In De Tocqueville’s scheme, the monarchy undergirded the way in which
Britain, after its brief seventeenth-century republic and subsequent
royalist counterrevolution, regressed to an uneasy compromise between
the aristocratic and the democratic. But, through the eras both of
bourgeois hegemony and proletarian contention, always the
aristocratic/style/predominated, thanks to a royalist consensus that
enabled class conciliation beneath the social hierarchy it ordained.
That is the Nairn thesis: Britain, never again a republic after its
abortive pre-Enlightenment, Puritan experiment, has—in genuflecting to a
monarch, defender no less of an established church—consented to the
people’s democratic infantilization, and a permanent postponement of
their more radical, egalitarian impulses.
In the twenty-first century, however, this long self-exile to the
sclerotic daycare system of Britain’s aristocratic society topped by
Buckingham Palace is coming to an end. Democratic adulthood beckons, and
the coming of age does indeed begin with disenchantment: the bewitching
magic of class, caste, court, and throne are dissolving. All that is
solid melts into air—even the crown.
What Tom Nairn called “Ukania,” an imaginary kingdom of England, Wales,
Scotland, and Northern Ireland, is coming apart. (His best-known earlier
book was presciently titled/The Break-Up of Britain/.) Parts of it are
hastening to embrace disunion, so far gone is the disenchantment of the
Scots and the Irish. In the wake of Brexit, both realms are likely to
consult their peoples in plebiscites in the near future—Scotland on
whether to go independent, Northern Ireland on whether to unite with all
Ireland.
It is true that the republican cause is a dead letter in England,
commanding no more than roughly 10 percent of public opinion in polling
surveys, and—pre-pandemic at least—many people’s livelihoods depended on
the tourism industry based on Britain’s royal heritage. But Scotland and
Northern Ireland do not need to avow republicanism to vote for
democratic self-determination. What is the constitutional monarchy of
Ukania if its realm shrinks to England and, reluctantly, restively,
Wales—how far then does the royal writ run?

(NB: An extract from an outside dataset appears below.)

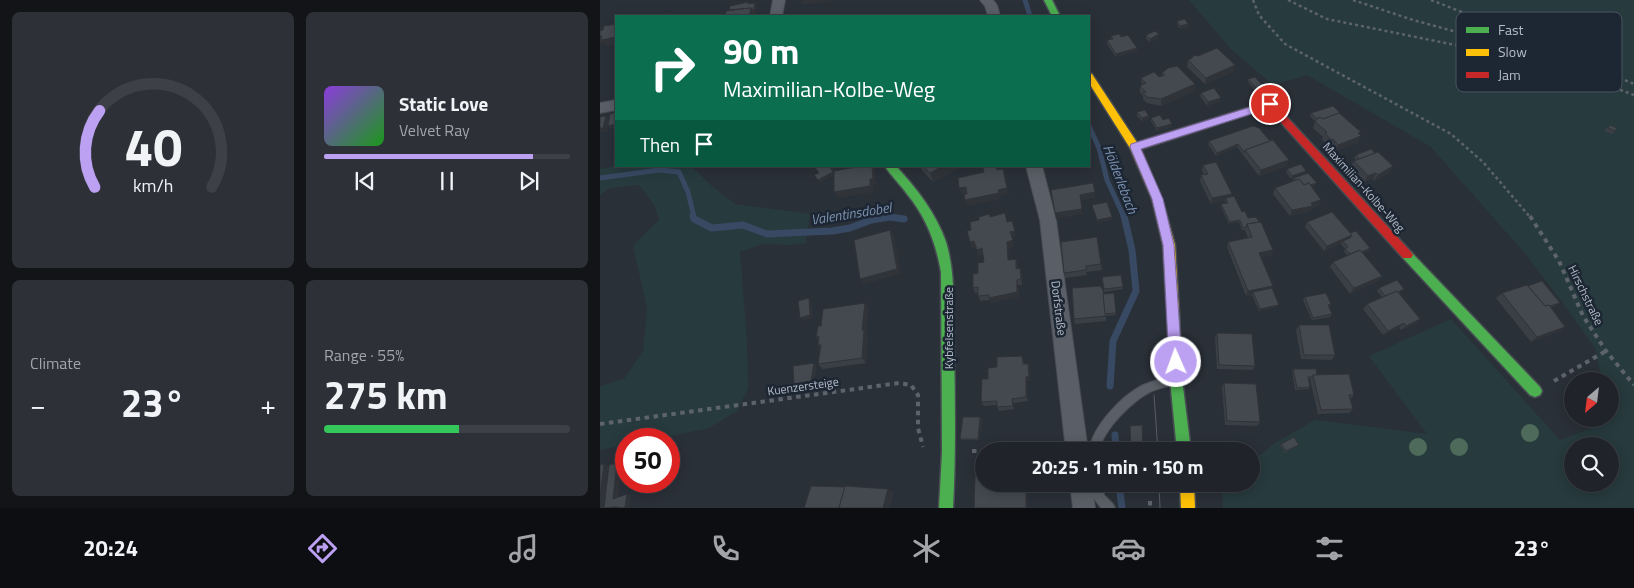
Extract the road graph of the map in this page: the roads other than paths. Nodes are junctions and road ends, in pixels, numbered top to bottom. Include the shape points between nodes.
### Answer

Not much beyond the Sussex coast, in fact. Among the Commonwealth
countries, more former colonial subjects are moving to sever the ties
that make the mother country’s monarch their head of state: Barbados did
so last year; its Caribbean cousin Jamaica has signaled intent to do
likewise.
Historical drift is turning into political momentum. Britain’s monarchy
would need to come up with a very good reason for empire unionism, which
today may be a letter even more dead in UK politics than outright
republicanism. On the Oprah interview’s evidence, that doesn’t seem
likely to be forthcoming. Once upon a time, the queen could have sent
rebels to the Tower and the headsman’s block, even relatives—especially
relatives. But reactionary, racist mean-spiritedness probably won’t cut
it in this century.
Given the Brexit-related rise of English nationalism, that corner of
Ukania will not soon abjure its royalist instincts. But for the other
nations of the British Isles, the mask of monarchy has slipped, and the
misrecognitions of the enchanted glass are falling away. The
alternatives to England’s creaking constitutional compromise are newly
available and apparent. It may be worth recalling that the British
national anthem, “God Save the Queen”—as emphatic an endorsement of the
aristocratic view as one might wish to find—has a democratic counterpart
to the self-same tune: “My Country, ’Tis of Thee.”